#### DATA SECTION

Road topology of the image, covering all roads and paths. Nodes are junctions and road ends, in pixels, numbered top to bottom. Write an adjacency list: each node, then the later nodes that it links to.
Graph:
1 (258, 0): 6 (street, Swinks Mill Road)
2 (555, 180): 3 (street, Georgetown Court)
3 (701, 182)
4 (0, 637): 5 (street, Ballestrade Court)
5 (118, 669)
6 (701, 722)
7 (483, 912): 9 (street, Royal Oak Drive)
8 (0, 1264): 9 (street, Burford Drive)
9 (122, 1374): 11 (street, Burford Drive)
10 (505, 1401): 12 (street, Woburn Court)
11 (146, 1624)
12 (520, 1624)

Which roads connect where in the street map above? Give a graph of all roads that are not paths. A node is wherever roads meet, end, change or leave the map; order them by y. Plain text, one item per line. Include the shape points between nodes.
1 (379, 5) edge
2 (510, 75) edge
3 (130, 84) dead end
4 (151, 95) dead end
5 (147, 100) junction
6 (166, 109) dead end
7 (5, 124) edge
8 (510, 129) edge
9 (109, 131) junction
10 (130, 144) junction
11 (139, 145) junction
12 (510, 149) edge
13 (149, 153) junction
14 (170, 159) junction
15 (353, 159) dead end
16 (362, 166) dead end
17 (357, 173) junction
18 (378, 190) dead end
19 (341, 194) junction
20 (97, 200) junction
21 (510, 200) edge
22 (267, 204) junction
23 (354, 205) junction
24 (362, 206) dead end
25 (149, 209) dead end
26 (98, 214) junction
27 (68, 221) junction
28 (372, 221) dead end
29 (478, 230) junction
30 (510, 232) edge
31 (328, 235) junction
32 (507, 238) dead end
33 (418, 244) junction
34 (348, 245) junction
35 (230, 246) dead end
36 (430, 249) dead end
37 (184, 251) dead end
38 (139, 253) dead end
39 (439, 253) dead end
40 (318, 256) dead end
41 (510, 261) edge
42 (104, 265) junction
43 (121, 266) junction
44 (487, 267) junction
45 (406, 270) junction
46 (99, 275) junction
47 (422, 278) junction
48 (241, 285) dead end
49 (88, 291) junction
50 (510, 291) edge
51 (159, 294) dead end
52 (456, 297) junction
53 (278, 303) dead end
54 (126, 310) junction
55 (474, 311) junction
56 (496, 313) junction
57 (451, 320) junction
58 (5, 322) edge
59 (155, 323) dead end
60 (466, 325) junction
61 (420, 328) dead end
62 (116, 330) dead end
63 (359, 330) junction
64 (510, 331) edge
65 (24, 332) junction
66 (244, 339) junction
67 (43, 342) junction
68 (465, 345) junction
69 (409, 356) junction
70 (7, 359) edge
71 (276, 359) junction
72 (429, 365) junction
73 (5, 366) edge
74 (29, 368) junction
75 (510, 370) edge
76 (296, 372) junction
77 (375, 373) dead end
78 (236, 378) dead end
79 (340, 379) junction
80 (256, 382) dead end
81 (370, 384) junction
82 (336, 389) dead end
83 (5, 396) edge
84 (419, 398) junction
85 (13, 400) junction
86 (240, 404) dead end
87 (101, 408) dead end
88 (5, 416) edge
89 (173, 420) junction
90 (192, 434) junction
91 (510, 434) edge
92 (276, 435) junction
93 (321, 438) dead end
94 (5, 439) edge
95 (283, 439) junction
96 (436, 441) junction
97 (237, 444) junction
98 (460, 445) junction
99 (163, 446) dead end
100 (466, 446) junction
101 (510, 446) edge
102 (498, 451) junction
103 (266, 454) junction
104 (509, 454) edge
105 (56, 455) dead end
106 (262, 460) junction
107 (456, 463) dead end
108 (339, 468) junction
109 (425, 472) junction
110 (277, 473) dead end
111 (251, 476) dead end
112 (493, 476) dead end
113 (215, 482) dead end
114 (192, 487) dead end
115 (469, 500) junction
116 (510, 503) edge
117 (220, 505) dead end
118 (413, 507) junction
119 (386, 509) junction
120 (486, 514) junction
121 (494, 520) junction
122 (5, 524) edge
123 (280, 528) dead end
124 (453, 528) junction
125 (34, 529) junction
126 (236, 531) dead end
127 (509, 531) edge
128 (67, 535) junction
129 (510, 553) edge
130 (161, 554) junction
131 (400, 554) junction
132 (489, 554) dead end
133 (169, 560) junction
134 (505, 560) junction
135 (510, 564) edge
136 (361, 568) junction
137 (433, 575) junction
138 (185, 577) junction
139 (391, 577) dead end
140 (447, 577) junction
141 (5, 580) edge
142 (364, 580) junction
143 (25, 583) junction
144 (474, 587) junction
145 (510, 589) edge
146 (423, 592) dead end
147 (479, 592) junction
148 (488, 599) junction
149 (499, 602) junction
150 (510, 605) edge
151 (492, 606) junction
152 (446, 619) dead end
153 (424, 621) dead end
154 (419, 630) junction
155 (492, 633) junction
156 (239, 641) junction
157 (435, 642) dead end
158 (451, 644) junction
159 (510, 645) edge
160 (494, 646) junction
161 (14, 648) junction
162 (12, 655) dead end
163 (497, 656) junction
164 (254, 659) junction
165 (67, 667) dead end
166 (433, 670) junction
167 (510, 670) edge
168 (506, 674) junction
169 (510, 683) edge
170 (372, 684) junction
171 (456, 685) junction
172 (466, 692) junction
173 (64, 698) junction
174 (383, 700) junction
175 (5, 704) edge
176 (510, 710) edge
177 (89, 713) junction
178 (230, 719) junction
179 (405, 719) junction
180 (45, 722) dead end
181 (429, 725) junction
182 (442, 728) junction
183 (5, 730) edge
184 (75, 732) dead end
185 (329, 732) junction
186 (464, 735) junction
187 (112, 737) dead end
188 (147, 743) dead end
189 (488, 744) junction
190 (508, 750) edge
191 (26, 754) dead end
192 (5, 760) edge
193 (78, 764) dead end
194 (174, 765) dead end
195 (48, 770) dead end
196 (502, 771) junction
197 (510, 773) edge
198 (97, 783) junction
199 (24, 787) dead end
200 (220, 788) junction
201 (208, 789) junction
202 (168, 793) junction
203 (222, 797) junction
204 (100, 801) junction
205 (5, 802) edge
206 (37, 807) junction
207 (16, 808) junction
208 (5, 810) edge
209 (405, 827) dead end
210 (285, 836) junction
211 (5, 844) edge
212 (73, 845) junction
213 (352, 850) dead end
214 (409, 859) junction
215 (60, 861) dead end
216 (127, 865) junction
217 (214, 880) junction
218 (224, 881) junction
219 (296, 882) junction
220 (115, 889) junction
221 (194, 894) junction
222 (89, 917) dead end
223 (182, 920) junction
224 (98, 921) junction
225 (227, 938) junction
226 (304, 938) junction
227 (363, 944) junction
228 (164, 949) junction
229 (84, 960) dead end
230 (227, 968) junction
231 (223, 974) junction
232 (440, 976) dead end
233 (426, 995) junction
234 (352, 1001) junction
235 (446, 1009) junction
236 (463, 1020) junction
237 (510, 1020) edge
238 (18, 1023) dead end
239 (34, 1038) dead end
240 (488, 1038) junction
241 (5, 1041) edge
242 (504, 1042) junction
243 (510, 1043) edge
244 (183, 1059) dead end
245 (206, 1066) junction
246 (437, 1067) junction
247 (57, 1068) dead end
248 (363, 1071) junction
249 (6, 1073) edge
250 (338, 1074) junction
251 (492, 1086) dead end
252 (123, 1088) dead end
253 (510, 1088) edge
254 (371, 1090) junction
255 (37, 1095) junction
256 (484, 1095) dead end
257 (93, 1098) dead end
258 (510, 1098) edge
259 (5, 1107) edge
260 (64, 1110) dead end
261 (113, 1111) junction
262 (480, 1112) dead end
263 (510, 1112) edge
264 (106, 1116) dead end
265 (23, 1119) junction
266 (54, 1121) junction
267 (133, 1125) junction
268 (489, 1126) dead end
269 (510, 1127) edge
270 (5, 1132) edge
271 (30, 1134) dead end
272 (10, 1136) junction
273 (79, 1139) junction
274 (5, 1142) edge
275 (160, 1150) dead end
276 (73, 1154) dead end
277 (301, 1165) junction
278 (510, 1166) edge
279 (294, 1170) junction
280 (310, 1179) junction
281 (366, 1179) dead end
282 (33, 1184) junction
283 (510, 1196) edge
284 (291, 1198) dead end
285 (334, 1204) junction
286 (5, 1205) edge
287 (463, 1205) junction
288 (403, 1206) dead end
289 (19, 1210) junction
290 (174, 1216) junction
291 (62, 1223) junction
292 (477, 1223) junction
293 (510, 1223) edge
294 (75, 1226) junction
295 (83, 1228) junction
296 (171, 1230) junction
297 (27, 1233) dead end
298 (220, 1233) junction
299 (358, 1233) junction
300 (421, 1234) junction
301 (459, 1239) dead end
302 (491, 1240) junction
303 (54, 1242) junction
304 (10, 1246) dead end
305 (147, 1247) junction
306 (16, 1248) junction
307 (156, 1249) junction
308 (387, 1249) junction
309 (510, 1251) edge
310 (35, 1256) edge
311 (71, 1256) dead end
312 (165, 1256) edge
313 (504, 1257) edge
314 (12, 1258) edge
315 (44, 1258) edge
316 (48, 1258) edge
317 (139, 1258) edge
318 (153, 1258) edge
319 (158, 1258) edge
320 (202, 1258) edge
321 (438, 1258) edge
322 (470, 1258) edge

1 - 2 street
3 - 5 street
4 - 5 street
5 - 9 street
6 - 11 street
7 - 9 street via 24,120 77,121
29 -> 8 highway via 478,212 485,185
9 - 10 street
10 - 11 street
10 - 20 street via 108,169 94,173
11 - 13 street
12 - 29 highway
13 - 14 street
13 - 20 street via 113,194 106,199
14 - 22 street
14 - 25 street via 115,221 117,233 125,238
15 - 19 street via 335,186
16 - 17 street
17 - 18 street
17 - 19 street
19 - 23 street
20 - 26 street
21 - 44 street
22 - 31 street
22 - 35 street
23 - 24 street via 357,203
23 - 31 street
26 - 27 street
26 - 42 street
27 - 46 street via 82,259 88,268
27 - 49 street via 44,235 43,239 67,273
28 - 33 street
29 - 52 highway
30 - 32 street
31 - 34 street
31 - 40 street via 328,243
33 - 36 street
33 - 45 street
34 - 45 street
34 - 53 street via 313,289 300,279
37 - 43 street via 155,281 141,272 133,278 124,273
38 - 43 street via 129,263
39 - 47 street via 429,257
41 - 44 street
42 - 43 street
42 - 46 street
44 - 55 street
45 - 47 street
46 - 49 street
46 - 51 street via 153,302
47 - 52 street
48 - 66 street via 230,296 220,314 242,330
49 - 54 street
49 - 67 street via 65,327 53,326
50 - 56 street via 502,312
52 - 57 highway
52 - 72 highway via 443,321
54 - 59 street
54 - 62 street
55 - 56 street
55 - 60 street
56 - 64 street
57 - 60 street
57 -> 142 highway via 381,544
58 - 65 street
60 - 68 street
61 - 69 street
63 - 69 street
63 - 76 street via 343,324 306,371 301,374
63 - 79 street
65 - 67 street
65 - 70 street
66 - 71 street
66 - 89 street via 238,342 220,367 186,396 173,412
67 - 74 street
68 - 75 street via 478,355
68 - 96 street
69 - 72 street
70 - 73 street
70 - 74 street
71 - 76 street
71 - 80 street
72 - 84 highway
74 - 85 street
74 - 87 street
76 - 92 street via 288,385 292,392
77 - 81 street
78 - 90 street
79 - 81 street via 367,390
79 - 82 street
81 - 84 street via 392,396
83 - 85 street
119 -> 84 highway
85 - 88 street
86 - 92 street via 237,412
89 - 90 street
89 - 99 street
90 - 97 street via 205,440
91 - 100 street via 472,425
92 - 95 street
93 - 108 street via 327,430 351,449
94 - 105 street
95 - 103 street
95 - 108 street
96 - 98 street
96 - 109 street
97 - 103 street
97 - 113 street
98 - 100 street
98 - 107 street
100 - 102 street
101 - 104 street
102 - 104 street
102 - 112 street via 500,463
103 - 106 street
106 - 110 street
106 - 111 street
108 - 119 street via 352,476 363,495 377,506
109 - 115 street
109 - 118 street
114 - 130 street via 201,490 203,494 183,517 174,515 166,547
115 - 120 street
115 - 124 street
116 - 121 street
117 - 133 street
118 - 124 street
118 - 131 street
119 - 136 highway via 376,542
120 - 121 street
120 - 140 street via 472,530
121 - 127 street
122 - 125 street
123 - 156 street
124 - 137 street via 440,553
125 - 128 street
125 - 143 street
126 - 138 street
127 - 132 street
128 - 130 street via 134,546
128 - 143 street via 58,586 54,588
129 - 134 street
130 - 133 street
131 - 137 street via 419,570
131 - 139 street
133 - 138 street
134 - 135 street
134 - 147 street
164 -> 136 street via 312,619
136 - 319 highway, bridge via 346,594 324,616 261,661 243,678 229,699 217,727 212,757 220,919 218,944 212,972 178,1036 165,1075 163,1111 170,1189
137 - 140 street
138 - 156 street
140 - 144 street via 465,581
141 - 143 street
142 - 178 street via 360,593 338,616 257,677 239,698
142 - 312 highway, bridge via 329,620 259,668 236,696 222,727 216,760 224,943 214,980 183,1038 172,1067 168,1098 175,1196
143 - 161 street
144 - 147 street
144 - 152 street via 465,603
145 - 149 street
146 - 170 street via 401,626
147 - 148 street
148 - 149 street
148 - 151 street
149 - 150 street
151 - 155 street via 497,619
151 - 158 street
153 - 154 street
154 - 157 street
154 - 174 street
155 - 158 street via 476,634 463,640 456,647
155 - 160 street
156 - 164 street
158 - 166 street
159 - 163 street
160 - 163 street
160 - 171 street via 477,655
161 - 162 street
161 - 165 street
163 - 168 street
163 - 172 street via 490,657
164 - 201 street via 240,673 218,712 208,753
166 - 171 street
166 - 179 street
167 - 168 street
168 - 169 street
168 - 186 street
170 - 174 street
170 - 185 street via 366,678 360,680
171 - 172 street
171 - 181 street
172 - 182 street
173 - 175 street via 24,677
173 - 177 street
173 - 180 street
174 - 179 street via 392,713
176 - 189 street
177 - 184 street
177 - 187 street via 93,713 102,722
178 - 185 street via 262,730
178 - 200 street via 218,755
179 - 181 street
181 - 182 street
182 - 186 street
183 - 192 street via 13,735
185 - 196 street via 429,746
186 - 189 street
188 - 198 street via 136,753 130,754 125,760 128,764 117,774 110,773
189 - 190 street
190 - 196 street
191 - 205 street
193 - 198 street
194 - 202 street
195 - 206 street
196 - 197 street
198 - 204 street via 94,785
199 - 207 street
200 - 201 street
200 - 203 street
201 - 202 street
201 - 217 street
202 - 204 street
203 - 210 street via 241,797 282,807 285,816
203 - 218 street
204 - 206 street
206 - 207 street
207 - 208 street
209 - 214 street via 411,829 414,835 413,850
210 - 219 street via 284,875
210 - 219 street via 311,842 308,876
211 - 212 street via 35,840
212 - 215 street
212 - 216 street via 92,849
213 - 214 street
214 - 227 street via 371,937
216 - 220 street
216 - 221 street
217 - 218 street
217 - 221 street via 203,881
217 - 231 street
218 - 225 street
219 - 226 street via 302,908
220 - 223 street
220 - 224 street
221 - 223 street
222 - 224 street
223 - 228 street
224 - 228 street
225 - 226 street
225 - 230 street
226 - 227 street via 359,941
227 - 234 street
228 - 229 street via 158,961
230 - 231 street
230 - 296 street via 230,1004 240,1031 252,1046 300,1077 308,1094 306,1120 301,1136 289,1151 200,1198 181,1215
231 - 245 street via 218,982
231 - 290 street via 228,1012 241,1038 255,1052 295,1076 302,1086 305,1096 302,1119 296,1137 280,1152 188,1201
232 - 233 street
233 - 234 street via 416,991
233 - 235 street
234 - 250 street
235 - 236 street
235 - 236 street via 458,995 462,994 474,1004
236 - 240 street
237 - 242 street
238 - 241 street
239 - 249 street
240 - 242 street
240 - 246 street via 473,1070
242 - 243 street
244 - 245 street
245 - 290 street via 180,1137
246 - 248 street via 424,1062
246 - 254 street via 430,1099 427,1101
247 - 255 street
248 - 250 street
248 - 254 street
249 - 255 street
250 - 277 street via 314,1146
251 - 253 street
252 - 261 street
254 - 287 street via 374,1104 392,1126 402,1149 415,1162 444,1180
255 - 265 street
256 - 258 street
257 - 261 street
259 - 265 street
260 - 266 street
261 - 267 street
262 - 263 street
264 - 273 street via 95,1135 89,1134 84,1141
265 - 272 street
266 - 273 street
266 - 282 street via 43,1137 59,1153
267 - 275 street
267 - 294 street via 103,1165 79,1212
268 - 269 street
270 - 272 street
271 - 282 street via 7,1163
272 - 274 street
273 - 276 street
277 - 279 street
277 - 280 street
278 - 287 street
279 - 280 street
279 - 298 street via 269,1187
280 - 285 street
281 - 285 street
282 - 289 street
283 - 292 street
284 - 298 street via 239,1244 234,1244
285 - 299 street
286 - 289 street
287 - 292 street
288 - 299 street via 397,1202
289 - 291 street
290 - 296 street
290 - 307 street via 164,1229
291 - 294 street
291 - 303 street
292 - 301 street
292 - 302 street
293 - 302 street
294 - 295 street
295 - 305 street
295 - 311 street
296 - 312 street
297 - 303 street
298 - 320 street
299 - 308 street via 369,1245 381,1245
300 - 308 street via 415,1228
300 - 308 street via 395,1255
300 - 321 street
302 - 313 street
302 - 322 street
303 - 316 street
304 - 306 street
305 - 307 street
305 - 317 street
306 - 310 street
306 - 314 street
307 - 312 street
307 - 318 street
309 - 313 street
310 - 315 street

########

WHAT IS EXPECTED: Copy each line of the listing that holds the word "Burford".

WRITTEN ANSWER:
8 (0, 1264): 9 (street, Burford Drive)
9 (122, 1374): 11 (street, Burford Drive)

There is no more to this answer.